Kristen Thiele was born in Honolulu, Hawaii. She lives and works in Miami, FL and Savannah, GA. Thiele received her BFA from the School of the Art Institute of Chicago (SAIC) in 1995 and her MFA from Miami International University in 2012. After graduating from SAIC, Thiele apprenticed with Chicago screen printer Steve Walters of Screwball Press and learned the art of silkscreen printing, primarily printing posters for local and national bands. In Miami, Thiele currently co-runs Bridge Red Studios/Project Space, alongside her father Robert Thiele, exhibiting longstanding South Florida artists in an alternative environment. In Savannah, Thiele teaches foundation courses at the Savannah College of Art and Design. Thiele's posters were published in the definitive rock poster book, "The Art of Modern Rock" and her paintings in, "Miami Contemporary Artists" and "100+ Degrees in the Shade."
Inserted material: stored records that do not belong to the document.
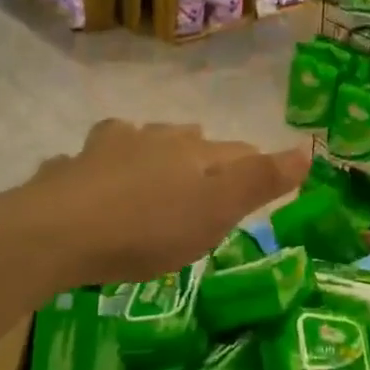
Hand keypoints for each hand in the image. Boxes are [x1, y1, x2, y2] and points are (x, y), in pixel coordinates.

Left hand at [20, 120, 308, 288]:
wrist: (61, 231)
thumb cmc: (150, 227)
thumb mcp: (218, 210)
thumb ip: (262, 180)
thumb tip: (308, 147)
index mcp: (193, 152)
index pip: (236, 151)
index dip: (251, 165)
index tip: (257, 181)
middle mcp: (152, 140)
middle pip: (185, 139)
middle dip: (199, 153)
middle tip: (204, 176)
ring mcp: (106, 150)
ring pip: (135, 139)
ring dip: (147, 149)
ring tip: (150, 169)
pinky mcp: (69, 169)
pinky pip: (88, 162)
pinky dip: (96, 168)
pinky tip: (90, 182)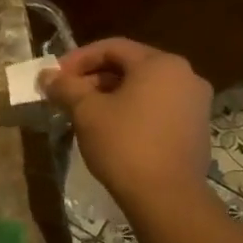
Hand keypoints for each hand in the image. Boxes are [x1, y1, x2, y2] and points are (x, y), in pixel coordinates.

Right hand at [40, 38, 211, 210]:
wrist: (166, 194)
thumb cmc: (123, 143)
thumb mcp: (86, 111)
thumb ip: (66, 87)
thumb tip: (47, 75)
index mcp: (160, 64)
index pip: (112, 47)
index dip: (78, 59)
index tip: (55, 77)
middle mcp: (184, 74)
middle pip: (130, 65)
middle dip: (93, 78)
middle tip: (66, 96)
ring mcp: (195, 101)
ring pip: (144, 87)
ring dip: (110, 94)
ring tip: (84, 113)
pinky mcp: (196, 126)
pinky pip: (157, 106)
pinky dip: (132, 109)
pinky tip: (110, 129)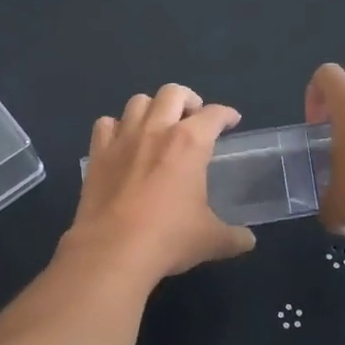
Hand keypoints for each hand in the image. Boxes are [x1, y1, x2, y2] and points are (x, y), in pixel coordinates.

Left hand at [68, 84, 255, 279]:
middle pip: (173, 93)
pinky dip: (116, 127)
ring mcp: (123, 138)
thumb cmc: (168, 238)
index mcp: (190, 142)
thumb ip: (233, 236)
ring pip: (138, 102)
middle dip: (188, 99)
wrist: (113, 251)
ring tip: (158, 125)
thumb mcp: (210, 240)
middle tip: (193, 117)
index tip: (231, 120)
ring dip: (152, 108)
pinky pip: (105, 124)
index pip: (214, 114)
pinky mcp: (97, 153)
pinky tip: (122, 142)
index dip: (227, 114)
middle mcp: (157, 130)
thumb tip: (247, 240)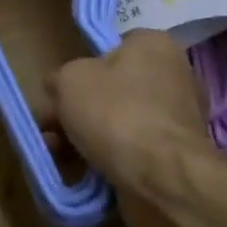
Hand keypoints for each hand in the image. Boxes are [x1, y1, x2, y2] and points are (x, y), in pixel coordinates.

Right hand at [49, 31, 210, 196]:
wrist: (162, 180)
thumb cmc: (115, 113)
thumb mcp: (67, 80)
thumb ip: (58, 78)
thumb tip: (58, 86)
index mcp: (153, 46)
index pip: (110, 48)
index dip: (80, 68)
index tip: (61, 89)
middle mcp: (172, 76)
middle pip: (110, 88)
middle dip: (76, 109)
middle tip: (50, 125)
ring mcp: (176, 119)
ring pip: (117, 121)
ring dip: (84, 136)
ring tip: (56, 152)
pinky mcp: (174, 156)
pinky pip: (131, 149)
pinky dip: (106, 157)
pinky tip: (79, 169)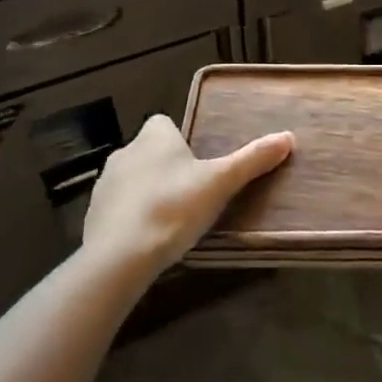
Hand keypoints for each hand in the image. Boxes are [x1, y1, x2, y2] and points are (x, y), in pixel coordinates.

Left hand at [83, 115, 292, 277]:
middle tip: (193, 191)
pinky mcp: (93, 217)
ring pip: (132, 180)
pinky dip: (132, 217)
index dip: (180, 139)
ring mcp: (104, 186)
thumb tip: (288, 137)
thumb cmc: (173, 207)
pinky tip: (149, 239)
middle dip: (167, 167)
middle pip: (149, 151)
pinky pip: (118, 209)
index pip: (164, 123)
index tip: (198, 160)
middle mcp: (125, 153)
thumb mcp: (221, 183)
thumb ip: (252, 160)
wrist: (119, 257)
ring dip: (148, 192)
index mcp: (154, 137)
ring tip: (173, 218)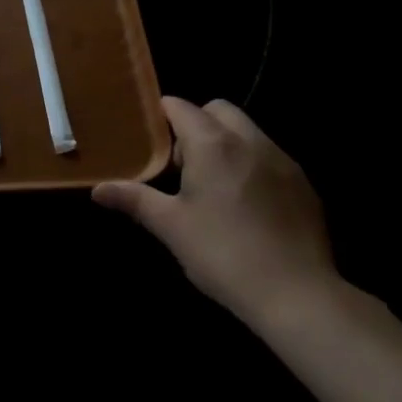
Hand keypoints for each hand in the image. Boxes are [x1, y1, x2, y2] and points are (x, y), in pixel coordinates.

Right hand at [93, 98, 339, 333]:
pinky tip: (246, 205)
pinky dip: (251, 164)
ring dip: (225, 142)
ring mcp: (282, 160)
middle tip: (181, 165)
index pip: (180, 106)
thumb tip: (98, 189)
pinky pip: (269, 156)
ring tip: (213, 186)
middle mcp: (250, 140)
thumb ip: (134, 199)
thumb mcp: (171, 227)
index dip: (161, 117)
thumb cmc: (223, 254)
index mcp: (212, 143)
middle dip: (196, 124)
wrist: (297, 295)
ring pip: (247, 131)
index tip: (148, 141)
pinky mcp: (304, 183)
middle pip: (217, 110)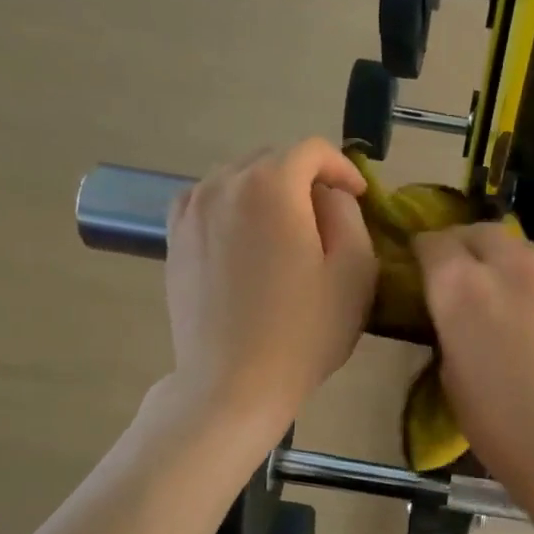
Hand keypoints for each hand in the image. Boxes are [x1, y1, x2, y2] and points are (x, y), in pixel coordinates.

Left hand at [165, 140, 378, 435]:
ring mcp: (191, 211)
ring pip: (237, 179)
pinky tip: (246, 241)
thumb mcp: (354, 271)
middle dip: (305, 179)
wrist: (233, 383)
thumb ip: (348, 214)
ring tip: (286, 231)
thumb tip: (328, 195)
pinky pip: (209, 202)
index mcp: (271, 186)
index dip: (342, 168)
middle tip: (326, 219)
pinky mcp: (174, 239)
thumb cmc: (304, 331)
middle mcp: (224, 184)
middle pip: (272, 160)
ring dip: (268, 192)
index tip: (359, 198)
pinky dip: (233, 208)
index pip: (311, 150)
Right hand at [414, 223, 533, 510]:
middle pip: (481, 233)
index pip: (433, 243)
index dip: (423, 253)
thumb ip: (451, 330)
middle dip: (465, 247)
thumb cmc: (504, 430)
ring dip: (507, 263)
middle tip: (463, 276)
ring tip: (509, 297)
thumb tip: (458, 314)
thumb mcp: (452, 380)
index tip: (422, 268)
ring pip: (524, 250)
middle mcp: (511, 266)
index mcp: (462, 288)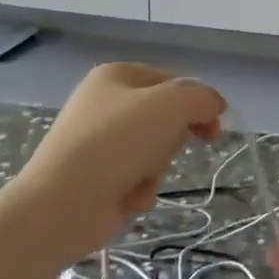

A.G. is an artist, writer and performer living and working in Miami, Florida. In 2009, he received his BFA in Sculpture and Art History from the University of Florida in Gainesville, and graduated from New World School of the Arts High School. He has exhibited nationally and internationally, with recent and upcoming shows in Los Angeles, New York City, Miami and Berlin. Recent solo exhibitions include INTRO at Artist Curated Projects in LA (2017), Don’t tell someone that you like how they are doing something because they may stop to thank you at Regina Rex in New York (2016) and Nobody knows me better than you at Locust Projects in Miami (2014). He has also been included in several group exhibitions, including The Coffins of Paa Joe and The Pursuit of Happiness at Jack Shainman Gallery, NY and An Image at ArtCenter / South Florida in Miami Beach, Florida (2016). A.G. is a 2018 CINTAS Foundation Fellow Finalist (announcement of Fellow in October) and a 2017 South Florida Cultural Consortium Fellow. His recent book, Reflections While Driving, was released by Line Script Diary in the Fall of 2017.